# She Left, I want her back, is it possible?



## FHLove (Mar 12, 2009)

My wife of 6 years left me a little over a week ago. We've gone through a lot over the last few years and with worrying all about the different things we've gone through, I became more interested in keeping all of that stuff a float and kind of lost sight of my wife. I never stopped loving her through all of it, but had a hard time with trying to balance everything.

We started to become more disconnected a few months back and almost lived separate lives. I've finally come around and have seen the things I was doing and started to make a few changes, but she says it's too late.

Can we make this work? Please help!! I don't want to lose her.


----------



## SEH (Mar 2, 2009)

What went through over the course of the years? Have you two talked throughly about the situation? In order to give you some advice you would need to give us more details about what went on.


----------



## kate_spencer (Feb 20, 2009)

Hi FHLove,
I think if she already told you that it's too late.. it'll be hard for the two of you or rather for you to *save your marriage*. Cause you know, in a relationship for it work out, both parties should be participating, and the idea should be from both of you. Though you could convince her that you're worth the second or third chance. Just continue doing what you're doing until she regained the trust you lost. 
Good luck


----------



## Gooshy (Mar 13, 2009)

I have never being married but i can tell you one thing.. It is never too late if someone really loved you to begin with. That is unless you did some really horrible things that cant be forgiven.. Go and meet her in person. Beg for forgiveness. Get her closest trustworthy friend or trusted family member and convince them that you have changed ..They might be able to help you talk to her also. You know her, so think about what you can do, to make her come back home.


----------



## FHLove (Mar 12, 2009)

Thanks for your replies so far.

I can't go too deep into detail, but i was focused on other things, such as money, work, etc. She did leave, but hasn't said for sure that is over. She is staying with a friend currently, so that can't last forever.

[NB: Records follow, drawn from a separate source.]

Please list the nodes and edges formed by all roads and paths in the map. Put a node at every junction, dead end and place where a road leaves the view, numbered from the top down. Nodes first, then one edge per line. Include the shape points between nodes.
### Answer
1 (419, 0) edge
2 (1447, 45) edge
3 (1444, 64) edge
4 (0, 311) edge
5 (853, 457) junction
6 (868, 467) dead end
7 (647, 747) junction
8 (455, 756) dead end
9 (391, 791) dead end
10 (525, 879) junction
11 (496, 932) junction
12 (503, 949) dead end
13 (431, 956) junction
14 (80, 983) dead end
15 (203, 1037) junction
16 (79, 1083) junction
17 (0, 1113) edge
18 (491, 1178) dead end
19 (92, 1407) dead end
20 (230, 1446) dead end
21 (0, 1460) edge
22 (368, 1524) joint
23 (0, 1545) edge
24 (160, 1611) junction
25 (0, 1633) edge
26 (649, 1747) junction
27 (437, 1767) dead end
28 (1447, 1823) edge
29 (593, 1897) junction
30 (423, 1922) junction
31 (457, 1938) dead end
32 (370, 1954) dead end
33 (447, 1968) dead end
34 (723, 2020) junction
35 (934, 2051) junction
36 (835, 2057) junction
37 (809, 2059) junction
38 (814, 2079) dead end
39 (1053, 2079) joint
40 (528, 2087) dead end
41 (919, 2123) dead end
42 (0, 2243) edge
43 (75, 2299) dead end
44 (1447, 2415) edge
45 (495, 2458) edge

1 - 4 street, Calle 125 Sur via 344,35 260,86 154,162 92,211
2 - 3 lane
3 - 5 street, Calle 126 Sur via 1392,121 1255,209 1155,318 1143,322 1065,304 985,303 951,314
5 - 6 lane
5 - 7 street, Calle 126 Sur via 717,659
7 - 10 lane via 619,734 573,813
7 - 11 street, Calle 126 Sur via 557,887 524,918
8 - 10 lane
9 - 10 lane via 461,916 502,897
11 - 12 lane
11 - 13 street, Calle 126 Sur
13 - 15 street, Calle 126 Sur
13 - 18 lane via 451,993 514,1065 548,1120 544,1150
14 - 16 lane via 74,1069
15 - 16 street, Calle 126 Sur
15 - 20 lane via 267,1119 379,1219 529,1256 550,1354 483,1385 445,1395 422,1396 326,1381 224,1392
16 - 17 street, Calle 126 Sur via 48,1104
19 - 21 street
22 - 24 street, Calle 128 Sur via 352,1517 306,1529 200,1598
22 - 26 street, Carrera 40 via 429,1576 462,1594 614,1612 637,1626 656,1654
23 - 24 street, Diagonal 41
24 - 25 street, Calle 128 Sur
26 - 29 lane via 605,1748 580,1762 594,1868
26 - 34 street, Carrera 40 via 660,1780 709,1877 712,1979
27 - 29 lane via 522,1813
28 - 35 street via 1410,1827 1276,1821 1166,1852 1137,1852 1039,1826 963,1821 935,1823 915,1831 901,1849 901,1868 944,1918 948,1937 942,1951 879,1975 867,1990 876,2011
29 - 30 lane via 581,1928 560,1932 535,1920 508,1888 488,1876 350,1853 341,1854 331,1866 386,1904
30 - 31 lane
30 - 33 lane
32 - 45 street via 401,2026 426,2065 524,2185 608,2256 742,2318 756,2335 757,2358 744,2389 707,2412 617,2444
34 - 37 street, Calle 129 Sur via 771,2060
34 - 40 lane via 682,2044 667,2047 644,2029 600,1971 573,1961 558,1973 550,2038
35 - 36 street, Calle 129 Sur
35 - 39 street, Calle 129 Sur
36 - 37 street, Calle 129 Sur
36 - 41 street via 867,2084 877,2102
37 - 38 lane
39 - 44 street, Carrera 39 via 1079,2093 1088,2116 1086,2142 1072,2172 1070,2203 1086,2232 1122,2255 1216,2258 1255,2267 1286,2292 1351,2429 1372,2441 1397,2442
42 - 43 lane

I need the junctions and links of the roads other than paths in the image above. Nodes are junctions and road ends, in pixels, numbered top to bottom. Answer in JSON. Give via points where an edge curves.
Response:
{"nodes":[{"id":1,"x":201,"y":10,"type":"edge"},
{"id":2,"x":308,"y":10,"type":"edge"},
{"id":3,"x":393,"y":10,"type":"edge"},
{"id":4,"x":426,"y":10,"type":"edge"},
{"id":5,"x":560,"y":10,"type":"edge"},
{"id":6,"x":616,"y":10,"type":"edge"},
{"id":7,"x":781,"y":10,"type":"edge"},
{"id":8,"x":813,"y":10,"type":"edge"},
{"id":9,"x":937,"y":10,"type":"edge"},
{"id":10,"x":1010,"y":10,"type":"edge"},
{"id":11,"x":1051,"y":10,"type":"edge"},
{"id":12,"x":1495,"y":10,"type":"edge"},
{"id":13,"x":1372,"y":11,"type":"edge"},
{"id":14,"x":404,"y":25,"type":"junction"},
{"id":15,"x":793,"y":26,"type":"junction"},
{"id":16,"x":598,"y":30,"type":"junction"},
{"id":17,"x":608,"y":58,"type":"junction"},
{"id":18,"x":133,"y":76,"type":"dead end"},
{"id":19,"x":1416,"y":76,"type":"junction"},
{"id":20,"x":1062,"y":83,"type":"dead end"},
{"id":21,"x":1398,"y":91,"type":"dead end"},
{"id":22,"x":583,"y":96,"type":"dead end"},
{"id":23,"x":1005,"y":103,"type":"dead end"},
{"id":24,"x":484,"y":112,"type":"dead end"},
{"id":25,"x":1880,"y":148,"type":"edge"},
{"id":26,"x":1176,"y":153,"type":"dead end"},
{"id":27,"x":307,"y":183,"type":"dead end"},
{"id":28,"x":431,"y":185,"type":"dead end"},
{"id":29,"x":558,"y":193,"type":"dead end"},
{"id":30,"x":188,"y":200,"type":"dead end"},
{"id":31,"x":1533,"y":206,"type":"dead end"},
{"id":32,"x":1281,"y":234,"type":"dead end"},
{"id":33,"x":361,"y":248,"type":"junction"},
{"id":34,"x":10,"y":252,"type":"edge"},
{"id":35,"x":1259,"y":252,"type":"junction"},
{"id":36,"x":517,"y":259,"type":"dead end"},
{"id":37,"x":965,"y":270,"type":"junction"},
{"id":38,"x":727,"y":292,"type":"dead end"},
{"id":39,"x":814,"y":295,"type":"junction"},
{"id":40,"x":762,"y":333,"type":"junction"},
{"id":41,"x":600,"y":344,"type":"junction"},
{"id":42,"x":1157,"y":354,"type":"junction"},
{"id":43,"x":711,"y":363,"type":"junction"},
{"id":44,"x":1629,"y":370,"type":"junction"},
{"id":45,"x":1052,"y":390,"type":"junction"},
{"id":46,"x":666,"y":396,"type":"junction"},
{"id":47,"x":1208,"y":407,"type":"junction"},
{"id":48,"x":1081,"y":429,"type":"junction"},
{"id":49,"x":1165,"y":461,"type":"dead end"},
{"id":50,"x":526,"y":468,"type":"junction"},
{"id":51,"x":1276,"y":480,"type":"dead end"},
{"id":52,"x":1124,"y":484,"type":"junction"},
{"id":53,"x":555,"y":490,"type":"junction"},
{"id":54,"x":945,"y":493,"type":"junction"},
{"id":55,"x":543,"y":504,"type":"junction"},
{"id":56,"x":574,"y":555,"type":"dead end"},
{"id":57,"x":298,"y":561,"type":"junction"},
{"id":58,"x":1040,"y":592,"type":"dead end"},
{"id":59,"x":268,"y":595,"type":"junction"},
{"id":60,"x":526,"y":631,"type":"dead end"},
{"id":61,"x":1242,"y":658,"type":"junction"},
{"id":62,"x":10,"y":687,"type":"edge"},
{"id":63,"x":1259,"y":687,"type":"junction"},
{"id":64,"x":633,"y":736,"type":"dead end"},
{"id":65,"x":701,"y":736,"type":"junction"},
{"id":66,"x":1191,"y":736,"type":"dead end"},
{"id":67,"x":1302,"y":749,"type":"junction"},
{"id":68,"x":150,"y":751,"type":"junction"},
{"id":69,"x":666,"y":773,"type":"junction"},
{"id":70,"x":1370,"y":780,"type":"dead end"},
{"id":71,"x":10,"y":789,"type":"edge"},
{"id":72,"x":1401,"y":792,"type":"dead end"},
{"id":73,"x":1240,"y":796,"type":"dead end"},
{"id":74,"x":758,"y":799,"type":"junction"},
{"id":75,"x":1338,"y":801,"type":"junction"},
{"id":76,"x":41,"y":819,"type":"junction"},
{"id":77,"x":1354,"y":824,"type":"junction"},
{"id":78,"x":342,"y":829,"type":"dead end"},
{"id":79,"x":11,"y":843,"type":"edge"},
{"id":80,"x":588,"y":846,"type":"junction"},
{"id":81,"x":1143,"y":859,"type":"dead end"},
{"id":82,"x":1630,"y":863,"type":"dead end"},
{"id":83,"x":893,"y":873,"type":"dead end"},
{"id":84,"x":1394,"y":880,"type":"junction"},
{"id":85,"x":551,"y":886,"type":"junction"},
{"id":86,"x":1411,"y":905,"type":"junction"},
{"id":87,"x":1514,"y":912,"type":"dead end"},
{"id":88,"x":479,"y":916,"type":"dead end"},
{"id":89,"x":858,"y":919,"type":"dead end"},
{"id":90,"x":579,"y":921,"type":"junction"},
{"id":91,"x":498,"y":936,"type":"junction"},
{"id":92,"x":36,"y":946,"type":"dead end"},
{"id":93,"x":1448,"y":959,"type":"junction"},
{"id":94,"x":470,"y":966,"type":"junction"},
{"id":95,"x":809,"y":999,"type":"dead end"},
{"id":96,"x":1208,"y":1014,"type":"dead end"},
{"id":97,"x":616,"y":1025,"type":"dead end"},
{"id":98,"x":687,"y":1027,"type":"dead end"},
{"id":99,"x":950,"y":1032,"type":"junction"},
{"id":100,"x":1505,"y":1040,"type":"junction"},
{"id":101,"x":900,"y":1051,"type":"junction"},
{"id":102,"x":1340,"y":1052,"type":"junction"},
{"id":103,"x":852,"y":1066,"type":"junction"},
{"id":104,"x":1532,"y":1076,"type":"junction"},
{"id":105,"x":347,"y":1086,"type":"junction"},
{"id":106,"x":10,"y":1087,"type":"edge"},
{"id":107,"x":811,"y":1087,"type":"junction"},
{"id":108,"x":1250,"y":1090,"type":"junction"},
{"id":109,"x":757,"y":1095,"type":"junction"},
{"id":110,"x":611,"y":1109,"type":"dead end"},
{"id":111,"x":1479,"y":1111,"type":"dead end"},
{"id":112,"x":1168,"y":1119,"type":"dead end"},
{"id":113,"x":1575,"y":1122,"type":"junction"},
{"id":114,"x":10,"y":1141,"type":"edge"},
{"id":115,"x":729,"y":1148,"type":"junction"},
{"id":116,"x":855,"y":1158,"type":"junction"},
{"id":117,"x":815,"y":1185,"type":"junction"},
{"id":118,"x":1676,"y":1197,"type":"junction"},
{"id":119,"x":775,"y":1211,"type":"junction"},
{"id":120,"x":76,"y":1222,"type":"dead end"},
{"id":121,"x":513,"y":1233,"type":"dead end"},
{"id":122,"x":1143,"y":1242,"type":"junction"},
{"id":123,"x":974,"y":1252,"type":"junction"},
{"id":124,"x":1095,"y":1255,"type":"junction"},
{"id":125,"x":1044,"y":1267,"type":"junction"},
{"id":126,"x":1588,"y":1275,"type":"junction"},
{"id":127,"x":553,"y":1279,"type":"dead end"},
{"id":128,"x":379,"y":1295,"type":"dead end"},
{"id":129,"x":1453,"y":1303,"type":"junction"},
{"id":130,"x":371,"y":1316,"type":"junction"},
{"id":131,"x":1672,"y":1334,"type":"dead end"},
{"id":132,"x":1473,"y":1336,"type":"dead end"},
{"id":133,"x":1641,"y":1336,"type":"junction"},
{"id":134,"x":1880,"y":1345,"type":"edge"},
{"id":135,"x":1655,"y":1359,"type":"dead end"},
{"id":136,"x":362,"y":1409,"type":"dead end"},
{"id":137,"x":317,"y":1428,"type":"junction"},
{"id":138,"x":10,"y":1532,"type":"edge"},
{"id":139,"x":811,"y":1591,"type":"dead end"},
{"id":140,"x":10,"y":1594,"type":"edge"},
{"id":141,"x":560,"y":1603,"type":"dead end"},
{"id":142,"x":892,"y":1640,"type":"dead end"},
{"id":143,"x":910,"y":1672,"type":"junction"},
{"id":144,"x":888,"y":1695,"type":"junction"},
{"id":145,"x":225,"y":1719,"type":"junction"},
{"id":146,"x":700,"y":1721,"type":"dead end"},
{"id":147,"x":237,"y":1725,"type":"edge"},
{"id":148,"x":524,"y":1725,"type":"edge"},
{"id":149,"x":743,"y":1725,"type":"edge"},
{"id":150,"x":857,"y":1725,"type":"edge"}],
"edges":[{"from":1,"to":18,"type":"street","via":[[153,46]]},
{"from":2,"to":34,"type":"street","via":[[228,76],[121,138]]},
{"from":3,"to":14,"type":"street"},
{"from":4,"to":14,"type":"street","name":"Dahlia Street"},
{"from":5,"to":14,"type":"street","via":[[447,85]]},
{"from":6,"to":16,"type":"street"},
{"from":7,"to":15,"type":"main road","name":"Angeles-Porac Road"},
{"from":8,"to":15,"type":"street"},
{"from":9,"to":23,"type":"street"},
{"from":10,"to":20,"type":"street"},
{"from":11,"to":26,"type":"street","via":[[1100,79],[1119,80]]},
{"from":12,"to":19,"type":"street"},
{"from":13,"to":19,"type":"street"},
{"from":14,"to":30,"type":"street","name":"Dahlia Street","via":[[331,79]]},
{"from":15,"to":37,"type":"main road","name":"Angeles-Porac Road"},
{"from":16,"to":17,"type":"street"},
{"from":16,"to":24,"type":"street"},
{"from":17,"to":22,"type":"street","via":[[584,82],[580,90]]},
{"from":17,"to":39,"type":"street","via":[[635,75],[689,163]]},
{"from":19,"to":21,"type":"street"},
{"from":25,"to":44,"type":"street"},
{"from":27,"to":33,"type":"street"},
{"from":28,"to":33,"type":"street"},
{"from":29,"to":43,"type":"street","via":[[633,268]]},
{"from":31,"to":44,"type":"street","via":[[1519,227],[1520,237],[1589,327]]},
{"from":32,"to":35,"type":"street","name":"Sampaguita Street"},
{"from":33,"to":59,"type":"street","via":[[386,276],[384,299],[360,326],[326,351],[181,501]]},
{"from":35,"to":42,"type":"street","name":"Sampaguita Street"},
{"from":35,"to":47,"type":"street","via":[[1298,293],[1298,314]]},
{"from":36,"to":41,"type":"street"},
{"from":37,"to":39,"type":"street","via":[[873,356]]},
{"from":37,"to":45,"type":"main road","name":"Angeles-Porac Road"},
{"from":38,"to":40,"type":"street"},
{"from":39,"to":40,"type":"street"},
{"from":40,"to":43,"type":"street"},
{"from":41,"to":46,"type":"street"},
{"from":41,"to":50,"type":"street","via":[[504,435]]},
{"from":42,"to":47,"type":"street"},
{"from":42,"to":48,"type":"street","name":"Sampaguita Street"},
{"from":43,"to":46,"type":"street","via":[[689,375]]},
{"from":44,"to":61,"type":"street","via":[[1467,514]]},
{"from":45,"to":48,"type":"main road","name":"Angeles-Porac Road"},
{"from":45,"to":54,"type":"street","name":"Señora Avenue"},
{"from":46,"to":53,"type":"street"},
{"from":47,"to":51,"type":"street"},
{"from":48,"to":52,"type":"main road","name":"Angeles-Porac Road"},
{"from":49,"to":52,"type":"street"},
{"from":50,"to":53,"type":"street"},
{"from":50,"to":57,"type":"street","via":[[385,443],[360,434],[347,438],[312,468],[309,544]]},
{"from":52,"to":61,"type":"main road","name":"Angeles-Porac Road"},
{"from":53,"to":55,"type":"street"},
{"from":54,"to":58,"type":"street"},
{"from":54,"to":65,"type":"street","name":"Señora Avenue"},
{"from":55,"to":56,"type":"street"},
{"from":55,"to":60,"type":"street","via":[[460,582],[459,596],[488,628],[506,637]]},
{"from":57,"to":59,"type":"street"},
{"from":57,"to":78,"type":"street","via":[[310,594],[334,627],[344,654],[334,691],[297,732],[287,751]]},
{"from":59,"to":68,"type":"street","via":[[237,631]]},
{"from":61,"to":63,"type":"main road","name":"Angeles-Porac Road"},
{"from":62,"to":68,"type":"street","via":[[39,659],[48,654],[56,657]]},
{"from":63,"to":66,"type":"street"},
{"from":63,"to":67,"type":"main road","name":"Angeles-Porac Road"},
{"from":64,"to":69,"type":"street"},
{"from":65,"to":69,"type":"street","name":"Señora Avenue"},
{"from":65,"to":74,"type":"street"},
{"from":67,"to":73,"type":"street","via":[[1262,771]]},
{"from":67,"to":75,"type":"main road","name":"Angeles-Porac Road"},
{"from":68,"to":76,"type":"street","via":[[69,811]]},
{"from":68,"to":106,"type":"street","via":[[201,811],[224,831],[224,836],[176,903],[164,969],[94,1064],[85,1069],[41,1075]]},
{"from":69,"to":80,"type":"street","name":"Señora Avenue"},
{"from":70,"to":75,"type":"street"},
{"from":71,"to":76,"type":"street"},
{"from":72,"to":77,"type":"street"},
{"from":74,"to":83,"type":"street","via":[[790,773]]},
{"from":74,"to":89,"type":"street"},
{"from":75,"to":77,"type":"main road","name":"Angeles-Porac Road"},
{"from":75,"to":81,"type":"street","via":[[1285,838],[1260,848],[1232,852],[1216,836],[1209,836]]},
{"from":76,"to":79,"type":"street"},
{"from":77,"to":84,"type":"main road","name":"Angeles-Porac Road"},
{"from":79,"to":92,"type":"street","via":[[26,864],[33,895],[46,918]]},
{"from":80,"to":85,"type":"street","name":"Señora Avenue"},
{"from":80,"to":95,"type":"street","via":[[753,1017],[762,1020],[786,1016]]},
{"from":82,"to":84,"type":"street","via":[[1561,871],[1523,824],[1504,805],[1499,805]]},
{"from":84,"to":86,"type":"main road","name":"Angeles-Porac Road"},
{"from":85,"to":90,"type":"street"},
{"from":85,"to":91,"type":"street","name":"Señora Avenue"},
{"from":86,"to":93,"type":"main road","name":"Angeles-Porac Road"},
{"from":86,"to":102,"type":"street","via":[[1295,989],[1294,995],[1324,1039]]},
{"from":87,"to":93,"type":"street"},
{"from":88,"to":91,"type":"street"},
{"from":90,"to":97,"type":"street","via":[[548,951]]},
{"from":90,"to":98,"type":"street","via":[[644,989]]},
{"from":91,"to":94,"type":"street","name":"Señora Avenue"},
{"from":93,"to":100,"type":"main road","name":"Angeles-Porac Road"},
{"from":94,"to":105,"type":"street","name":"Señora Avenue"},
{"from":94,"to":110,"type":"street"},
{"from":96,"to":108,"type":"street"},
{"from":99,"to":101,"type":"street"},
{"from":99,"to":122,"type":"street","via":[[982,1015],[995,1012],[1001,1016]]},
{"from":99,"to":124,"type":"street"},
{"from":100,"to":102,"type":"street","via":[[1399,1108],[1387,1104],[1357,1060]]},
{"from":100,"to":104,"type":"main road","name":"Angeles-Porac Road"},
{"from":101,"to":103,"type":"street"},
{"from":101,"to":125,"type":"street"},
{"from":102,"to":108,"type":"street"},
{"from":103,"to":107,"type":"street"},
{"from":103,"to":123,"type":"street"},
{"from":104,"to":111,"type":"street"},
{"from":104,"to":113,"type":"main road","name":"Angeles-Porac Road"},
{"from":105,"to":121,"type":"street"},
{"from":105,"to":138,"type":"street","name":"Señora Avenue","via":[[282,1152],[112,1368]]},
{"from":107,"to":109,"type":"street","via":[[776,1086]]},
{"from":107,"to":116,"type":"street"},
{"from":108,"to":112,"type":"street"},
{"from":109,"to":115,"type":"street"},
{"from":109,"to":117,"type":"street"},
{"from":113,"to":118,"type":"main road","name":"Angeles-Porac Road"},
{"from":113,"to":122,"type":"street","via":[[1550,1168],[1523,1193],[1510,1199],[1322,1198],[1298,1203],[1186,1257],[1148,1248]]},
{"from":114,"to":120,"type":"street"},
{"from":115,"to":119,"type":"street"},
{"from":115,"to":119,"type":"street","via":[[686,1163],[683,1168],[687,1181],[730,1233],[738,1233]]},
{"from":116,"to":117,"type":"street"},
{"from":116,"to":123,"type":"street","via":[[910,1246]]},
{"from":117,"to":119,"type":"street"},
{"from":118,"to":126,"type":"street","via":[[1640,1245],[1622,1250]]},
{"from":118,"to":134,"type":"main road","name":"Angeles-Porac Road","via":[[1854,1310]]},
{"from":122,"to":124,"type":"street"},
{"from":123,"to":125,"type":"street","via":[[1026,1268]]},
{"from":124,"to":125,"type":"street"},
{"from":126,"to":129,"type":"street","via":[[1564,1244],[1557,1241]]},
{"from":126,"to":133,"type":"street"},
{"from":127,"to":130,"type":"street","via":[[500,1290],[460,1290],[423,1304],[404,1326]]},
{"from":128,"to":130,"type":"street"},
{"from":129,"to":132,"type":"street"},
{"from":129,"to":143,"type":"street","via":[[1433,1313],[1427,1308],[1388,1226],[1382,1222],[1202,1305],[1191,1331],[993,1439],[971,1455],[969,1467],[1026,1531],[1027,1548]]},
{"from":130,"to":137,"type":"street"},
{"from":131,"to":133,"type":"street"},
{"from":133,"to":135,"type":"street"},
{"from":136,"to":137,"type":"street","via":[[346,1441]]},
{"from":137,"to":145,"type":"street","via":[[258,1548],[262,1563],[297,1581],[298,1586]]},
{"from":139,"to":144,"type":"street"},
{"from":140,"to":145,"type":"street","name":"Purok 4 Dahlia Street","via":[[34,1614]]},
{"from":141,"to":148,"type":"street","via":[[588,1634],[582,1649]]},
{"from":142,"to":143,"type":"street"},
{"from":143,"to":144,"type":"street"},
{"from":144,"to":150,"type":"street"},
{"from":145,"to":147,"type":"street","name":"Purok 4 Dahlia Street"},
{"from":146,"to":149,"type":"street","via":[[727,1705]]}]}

She thought I always put her second, which I can see why she would think that, but in my mind I never did, she was always first, I just did a bad job at showing it.


----------



## GAsoccerman (Mar 24, 2008)

then PROVE it


----------



## kate_spencer (Feb 20, 2009)

:iagree:


----------



## MarkTwain (Aug 1, 2008)

Of course it's possible.

Without knowing her specific grievances, it's hard to say if it's _probable_. But the general idea is to give her space and not to beg or chase, but to be nice whenever she contacts you.


----------



## wonder (Jun 30, 2008)

if she's willing to try, then it's possible. but that's the problem, her willing to try. you have to find a way to make her want to try again and it won't be easy at all. i tried everything i could w my husband and nothing worked, so i'm cutting my losses and i'm done w/ him. i wish you luck in trying to find a way


----------



## FHLove (Mar 12, 2009)

wonder said:


> if she's willing to try, then it's possible. but that's the problem, her willing to try. you have to find a way to make her want to try again and it won't be easy at all. i tried everything i could w my husband and nothing worked, so i'm cutting my losses and i'm done w/ him. i wish you luck in trying to find a way




is there anything he could have done that would have made a difference?


----------



## wonder (Jun 30, 2008)

no. he's arrogant (just started that over the past 2 yrs), stubborn (was always stubborn, but not to this extent), and never wrong (he always thought that coz he loves proving people wrong and it went to his head a few yrs ago); to him none of our problems are his fault so he doesn't have to try or change. i was never going to get him to change his mind. he has to realize on his own that not everything is my fault and i'm not the terrible wife he's built me up in his head to be. i doubt he'll come around so i've stopped trying and killing myself over him. i hope your wife's not like that


----------



## FHLove (Mar 12, 2009)

She said she has tried so hard for so long by herself that she doesnt know she can do it any more. i should have been trying with her, i know this, but for whatever reason i didnt. i have changed my ways and want this to work, i am working my butt off to fix things.

do we have a chance?


----------



## MarkTwain (Aug 1, 2008)

FHLove-

Yes, if you combine not calling her with being nice when she contacts you. However, you still have not said what her main grievances were...


----------



## FHLove (Mar 12, 2009)

Her big grievances were/are me not showing I care, being inconsiderate towards her, not really helping out that much with daily chores. 

Although none of that was my intention, I do see why she felt that way. I do believe I have changed and am trying to be more aware of the things I do to fix everything. Its hard to show her when she isn't there. I don't want to pressure her into a decision, but I don't want to lose her. 

How do I get her back?


----------



## kate_spencer (Feb 20, 2009)

FHLove said:


> How do I get her back?


Just continue what you're doing.. and later, she'll see that. You could also get the help of your common friends or your family, and prove them that you're worth her forgiveness and another chance for your relationship.
Maybe it's not your intention to hurt her, but all you can do now is beg for forgiveness.. yes, beg..  and don't promise anything.. just do it.


----------



## FHLove (Mar 12, 2009)

Ok, so she's staying through the weekend at her friends house, but wants to come back Monday night. she still doesn't know how she feels, but i guess she wants to see how the time apart has been. things are less tense now when we see each other, but still a little weird (which i assume will go away with time). i don't want to get my hopes up, but I feel I have definitely changed and can't imagine myself going back to my old ways.

Now that I have the opportunity to show her again, how do I make her see? Is it possible to fall out of love? If so, can you fall back in? She is everything to me and I can NOT lose her again!


----------



## snix11 (Sep 25, 2008)

Marriage Fitness!! This is perfect for you two 

It's working for me when EVERYBODY told me things were impossible and I should leave the jerk.


----------



## FHLove (Mar 12, 2009)

and what if she won't do the Marriage Fitness? Then what?


----------